> THE PROBLEM
The answer is a single number: the count of lines in the records below that contain the word "North".

-- Opening Marker --

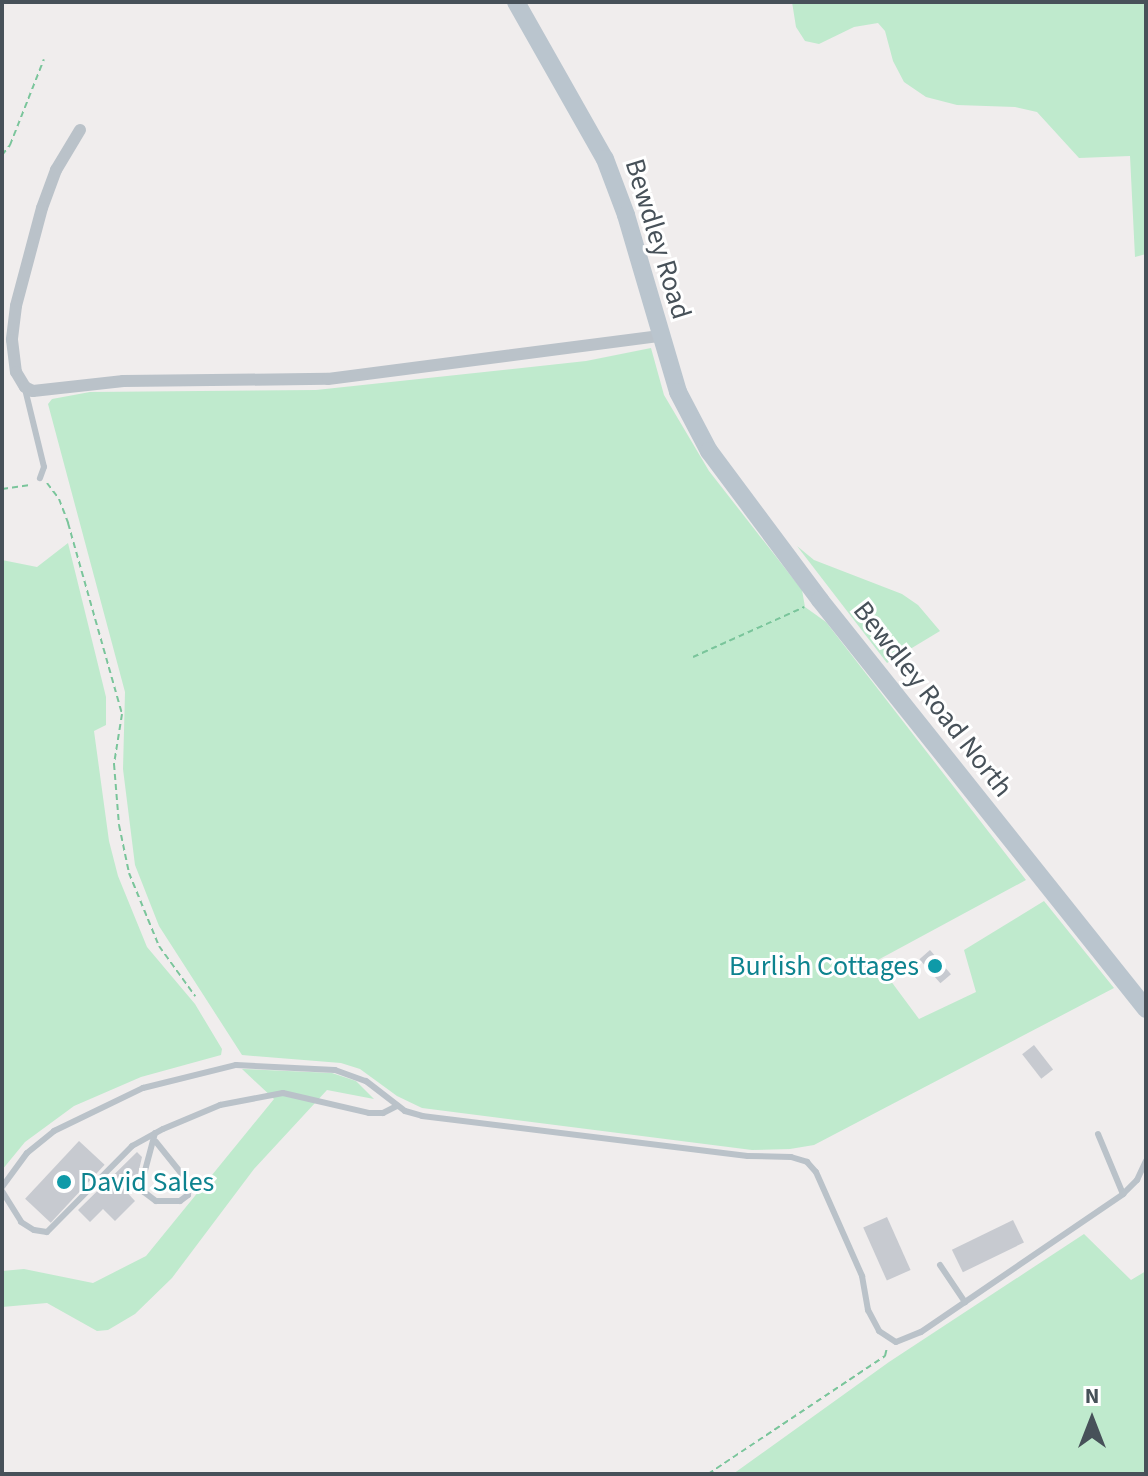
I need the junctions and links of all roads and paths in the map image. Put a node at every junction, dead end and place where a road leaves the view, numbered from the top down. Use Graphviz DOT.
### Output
graph roads {
  1 [pos="516,2"];
  2 [pos="44,59"];
  3 [pos="80,130"];
  4 [pos="2,155"];
  5 [pos="660,336"];
  6 [pos="25,387"];
  7 [pos="687,415"];
  8 [pos="40,478"];
  9 [pos="2,489"];
  10 [pos="820,600"];
  11 [pos="693,657"];
  12 [pos="195,996"];
  13 [pos="1146,1009"];
  14 [pos="397,1106"];
  15 [pos="155,1133"];
  16 [pos="1098,1134"];
  17 [pos="156,1142"];
  18 [pos="1146,1161"];
  19 [pos="2,1189"];
  20 [pos="1123,1194"];
  21 [pos="940,1265"];
  22 [pos="965,1302"];
  23 [pos="889,1340"];
  24 [pos="708,1474"];
  1 -- 5 [label="main road, Bewdley Road"];
  2 -- 4 [label="path"];
  3 -- 6 [label="street"];
  5 -- 6 [label="street"];
  5 -- 7 [label="main road, Bewdley Road"];
  6 -- 8 [label="lane"];
  7 -- 10 [label="main road, Bewdley Road North"];
  8 -- 9 [label="path"];
  8 -- 12 [label="path"];
  10 -- 11 [label="path"];
  10 -- 13 [label="main road, Bewdley Road North"];
  14 -- 15 [label="lane"];
  14 -- 19 [label="lane"];
  14 -- 23 [label="lane"];
  15 -- 17 [label="lane"];
  15 -- 19 [label="lane"];
  16 -- 20 [label="lane"];
  17 -- 17 [label="lane"];
  18 -- 20 [label="lane"];
  20 -- 22 [label="lane"];
  21 -- 22 [label="lane"];
  22 -- 23 [label="lane"];
  23 -- 24 [label="path"];
}
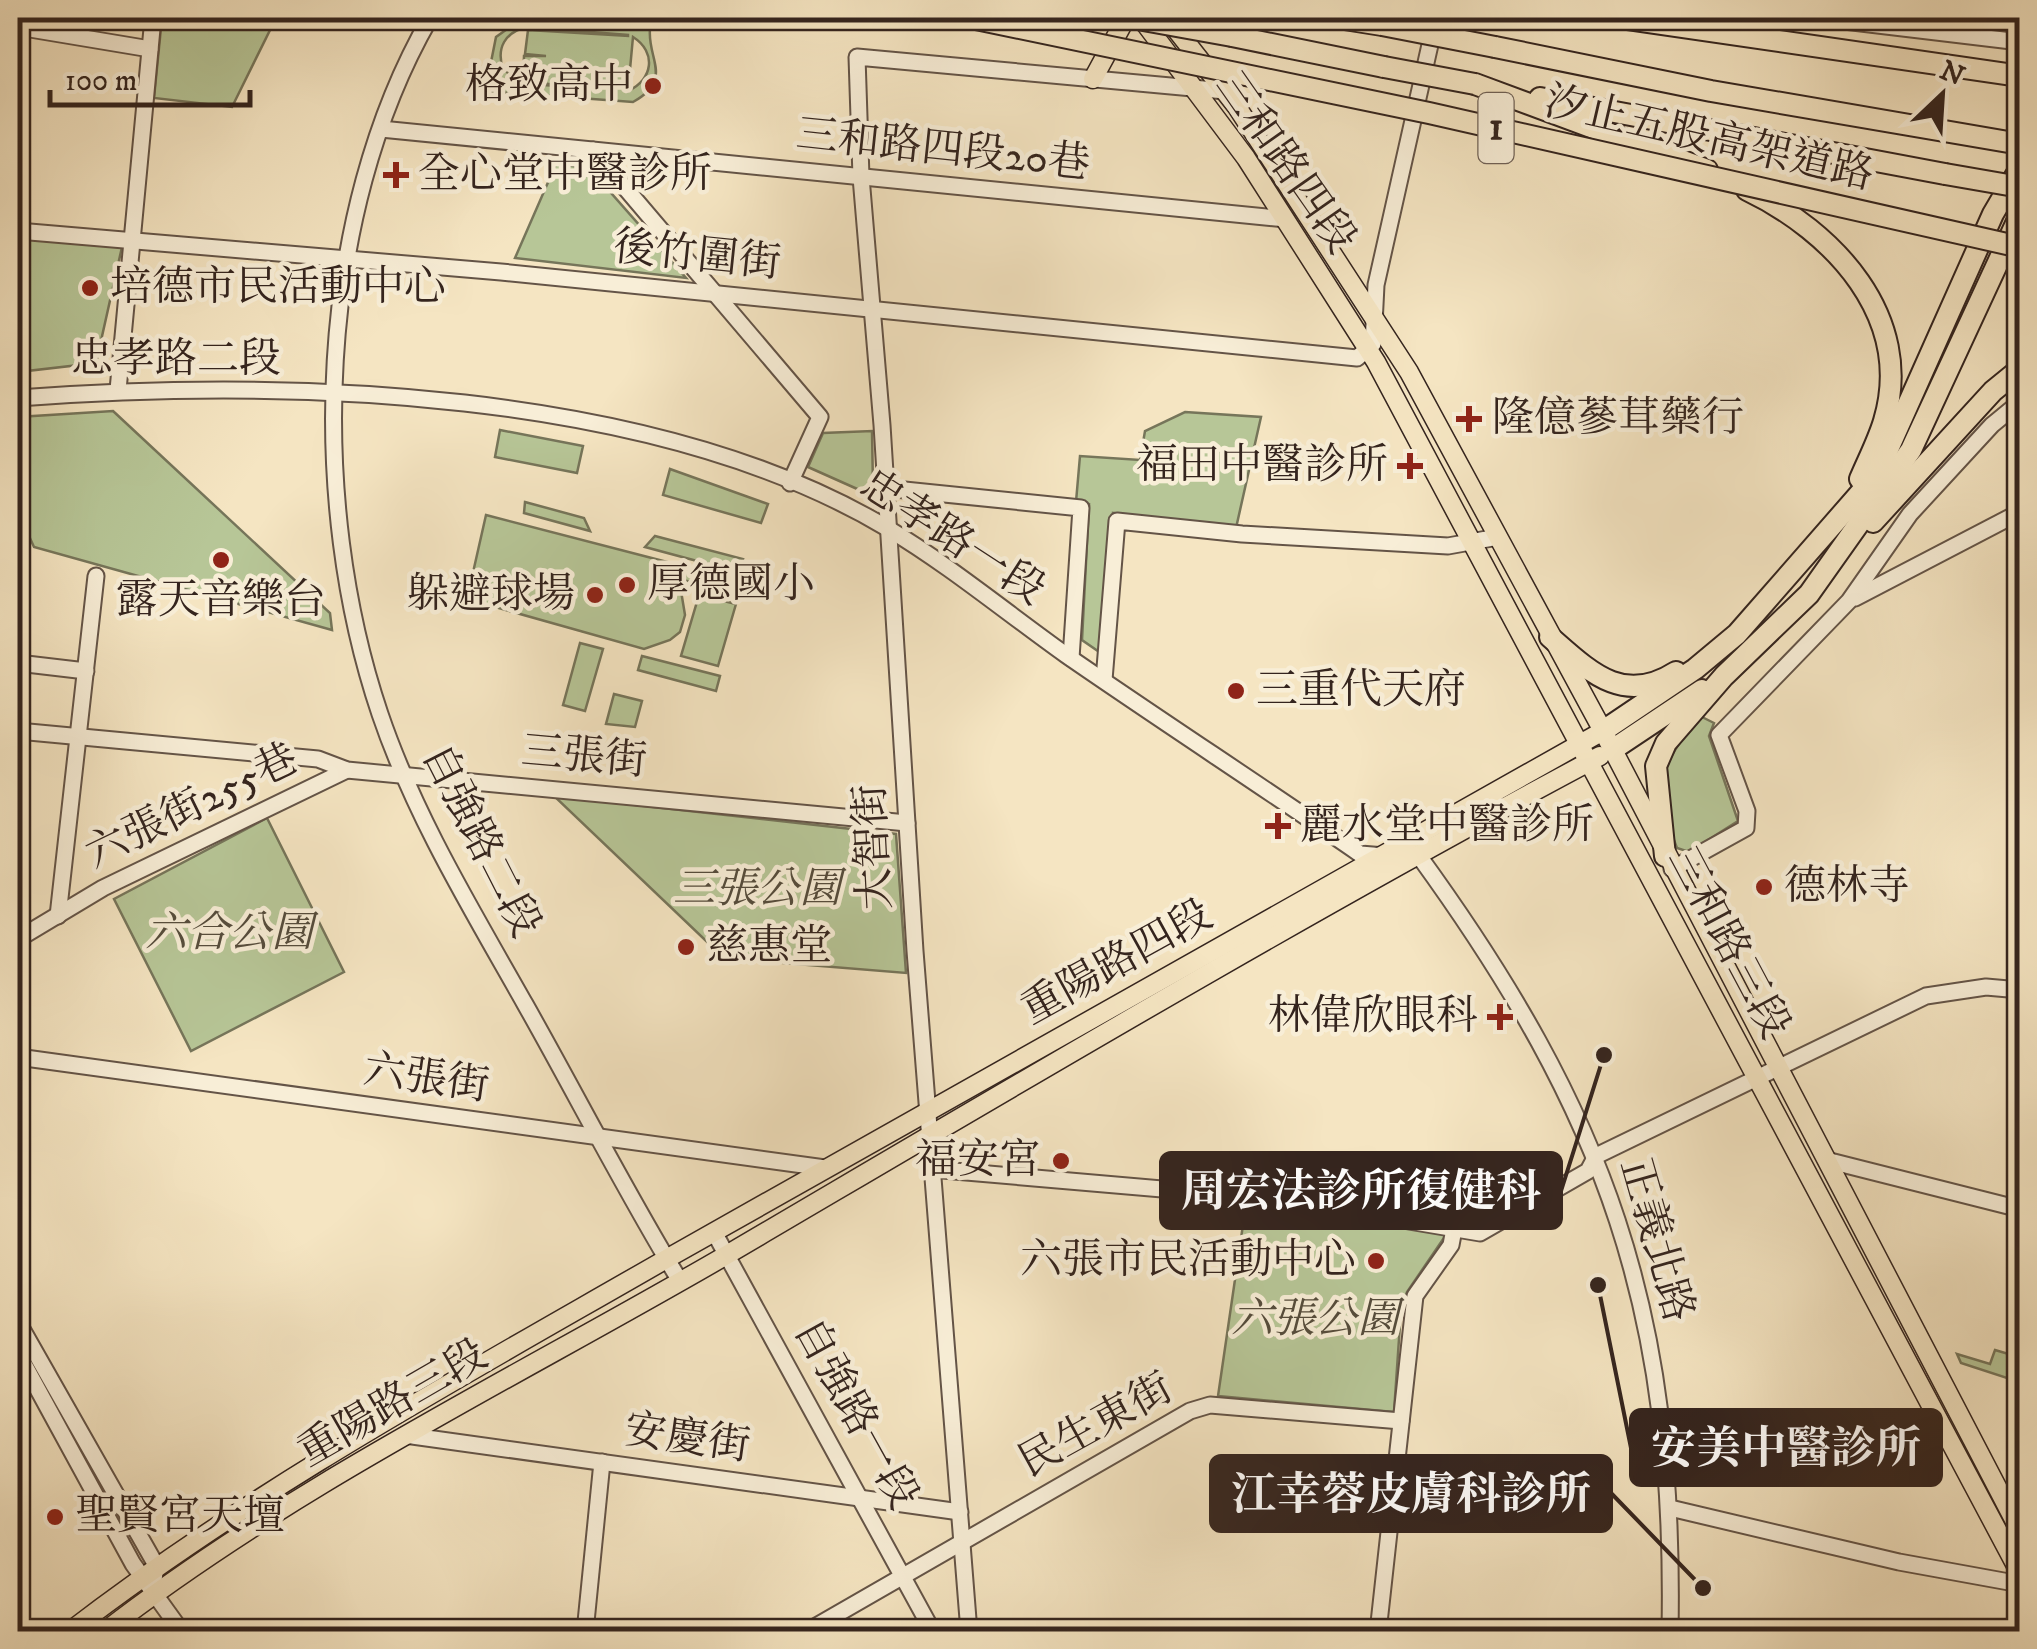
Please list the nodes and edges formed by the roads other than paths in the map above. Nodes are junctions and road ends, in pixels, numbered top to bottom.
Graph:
1 (153, 18) edge
2 (430, 18) edge
3 (972, 18) edge
4 (1129, 18) edge
5 (1141, 18) edge
6 (1168, 18) edge
7 (1338, 18) edge
8 (1436, 18) edge
9 (1621, 18) edge
10 (1819, 18) edge
11 (1875, 21) edge
12 (18, 27) edge
13 (2020, 42) edge
14 (150, 49) junction
15 (2020, 76) edge
16 (1093, 79) junction
17 (1475, 84) junction
18 (1194, 88) junction
19 (1224, 91) junction
20 (381, 129) junction
21 (2020, 144) edge
22 (593, 150) junction
23 (2020, 168) edge
24 (860, 178) junction
25 (2020, 187) edge
26 (2020, 215) edge
27 (1286, 219) junction
28 (18, 231) edge
29 (132, 240) junction
30 (2020, 247) edge
31 (348, 258) junction
32 (714, 292) junction
33 (872, 308) junction
34 (1374, 313) junction
35 (1367, 351) junction
36 (2020, 369) edge
37 (118, 390) junction
38 (336, 395) junction
39 (18, 398) edge
40 (2020, 402) edge
41 (790, 483) junction
42 (885, 488) junction
43 (1848, 506) junction
44 (2020, 512) edge
45 (887, 528) junction
46 (1498, 537) junction
47 (1476, 542) junction
48 (96, 576) dead end
49 (1809, 594) junction
50 (1850, 601) junction
51 (1737, 634) junction
52 (1550, 636) junction
53 (1071, 658) junction
54 (18, 663) edge
55 (86, 671) junction
56 (1724, 676) junction
57 (1104, 680) junction
58 (18, 731) edge
59 (78, 735) junction
60 (1607, 740) junction
61 (1581, 743) junction
62 (1591, 761) junction
63 (347, 770) junction
64 (402, 775) junction
65 (907, 824) junction
66 (1378, 856) junction
67 (1419, 856) junction
68 (1668, 863) junction
69 (58, 916) junction
70 (18, 939) edge
71 (2020, 990) edge
72 (18, 1057) edge
73 (1777, 1067) junction
74 (1759, 1076) junction
75 (927, 1108) junction
76 (929, 1134) junction
77 (600, 1139) junction
78 (1596, 1156) junction
79 (1826, 1160) junction
80 (825, 1168) junction
81 (931, 1170) junction
82 (2020, 1210) edge
83 (1454, 1229) junction
84 (714, 1232) junction
85 (728, 1254) junction
86 (667, 1259) junction
87 (680, 1280) junction
88 (18, 1322) edge
89 (18, 1353) edge
90 (1401, 1421) junction
91 (404, 1435) junction
92 (602, 1462) junction
93 (862, 1498) junction
94 (1670, 1508) junction
95 (960, 1512) junction
96 (2020, 1531) edge
97 (963, 1541) junction
98 (148, 1571) junction
99 (2020, 1573) edge
100 (903, 1576) junction
101 (2020, 1584) edge
102 (153, 1594) junction
103 (69, 1632) edge
104 (104, 1632) edge
105 (182, 1632) edge
106 (585, 1632) edge
107 (806, 1632) edge
108 (933, 1632) edge
109 (969, 1632) edge
110 (1378, 1632) edge
111 (1670, 1632) edge

1 - 14 street
2 - 20 street, 自強路二段
3 - 30 highway, 汐止五股高架道路 / 1, bridge
4 - 16 main road
4 - 17 highway, 1, bridge
5 - 18 main road, 三和路四段
6 - 19 main road, 三和路四段
7 - 21 highway, 1, bridge
8 - 34 street
9 - 15 highway
10 - 11 street
11 - 13 street
12 - 14 street
14 - 29 street
16 - 18 street
16 - 24 street, 大智街
17 - 25 highway, 1, bridge
17 - 43 highway
18 - 19 street
18 - 27 main road, 三和路四段
19 - 34 main road, 三和路四段
20 - 22 street, 三和路四段20巷
20 - 31 street, 自強路二段
22 - 24 street, 三和路四段20巷
22 - 32 street
23 - 43 highway
24 - 27 street, 三和路四段20巷
24 - 33 street, 大智街
26 - 49 highway
27 - 35 main road, 三和路四段
28 - 29 street, 後竹圍街
29 - 31 street, 後竹圍街
29 - 37 street
31 - 32 street, 後竹圍街
31 - 38 street, 自強路二段
32 - 33 street, 後竹圍街
32 - 41 street
33 - 35 street, 後竹圍街
33 - 42 street, 大智街
34 - 35 street
34 - 46 main road, 三和路三段
35 - 47 main road, 三和路三段
36 - 49 highway
37 - 38 street, 忠孝路二段
37 - 39 street, 忠孝路二段
38 - 41 street, 忠孝路一段
38 - 64 street, 自強路二段
40 - 50 street
41 - 45 street, 忠孝路一段
42 - 45 street, 大智街
42 - 53 street
43 - 51 highway
44 - 50 street
45 - 53 street, 忠孝路一段
45 - 65 street, 大智街
46 - 47 street
46 - 52 main road, 三和路三段
47 - 57 street
47 - 61 main road, 三和路三段
48 - 55 street
49 - 56 highway
50 - 68 street
51 - 52 highway
51 - 60 highway
52 - 60 main road, 三和路三段
53 - 57 street, 忠孝路一段
54 - 55 street
55 - 59 street
56 - 60 highway
56 - 68 highway
57 - 66 street, 忠孝路一段
58 - 59 street, 三張街
59 - 63 street, 三張街
59 - 69 street
60 - 61 main road, 重陽路四段
60 - 62 main road, 重陽路四段
60 - 68 main road, 三和路三段
61 - 62 main road, 三和路三段
61 - 66 main road, 重陽路四段
62 - 67 main road, 重陽路四段
62 - 74 main road, 三和路三段
63 - 64 street, 三張街
63 - 69 street, 六張街255巷
64 - 65 street, 三張街
64 - 77 street, 自強路二段
65 - 75 street, 大智街
66 - 67 street, 忠孝路一段
66 - 75 main road, 重陽路四段
67 - 76 main road, 重陽路四段
67 - 78 street, 正義北路
68 - 73 main road, 三和路三段
69 - 70 street, 六張街255巷
71 - 73 street
72 - 77 street, 六張街
73 - 74 street
73 - 79 main road, 三和路三段
74 - 78 street
74 - 99 main road, 三和路三段
75 - 76 street, 大智街
75 - 80 main road, 重陽路四段
76 - 81 street, 大智街
76 - 85 main road, 重陽路四段
77 - 80 street, 六張街
77 - 86 street, 自強路二段
78 - 83 street
78 - 94 street, 正義北路
79 - 82 street
79 - 96 main road, 三和路三段
80 - 84 main road, 重陽路四段
81 - 83 street
81 - 95 street, 大智街
83 - 90 street
84 - 85 street, 自強路一段
84 - 86 main road, 重陽路四段
85 - 87 main road, 重陽路三段
85 - 93 street, 自強路一段
86 - 87 street, 自強路二段
86 - 98 main road, 重陽路三段
87 - 91 main road, 重陽路三段
88 - 98 street
89 - 98 street
90 - 97 street, 民生東街
90 - 110 street
91 - 92 street, 安慶街
91 - 102 main road, 重陽路三段
92 - 93 street, 安慶街
92 - 106 street
93 - 95 street, 安慶街
93 - 100 street, 自強路一段
94 - 101 street
94 - 111 street, 正義北路
95 - 97 street, 大智街
97 - 100 street, 民生東街
97 - 109 street, 大智街
98 - 102 street
98 - 103 main road, 重陽路三段
100 - 107 street, 民生東街
100 - 108 street, 自強路一段
102 - 104 main road, 重陽路三段
102 - 105 street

-- Closing Marker --

> REPLY
2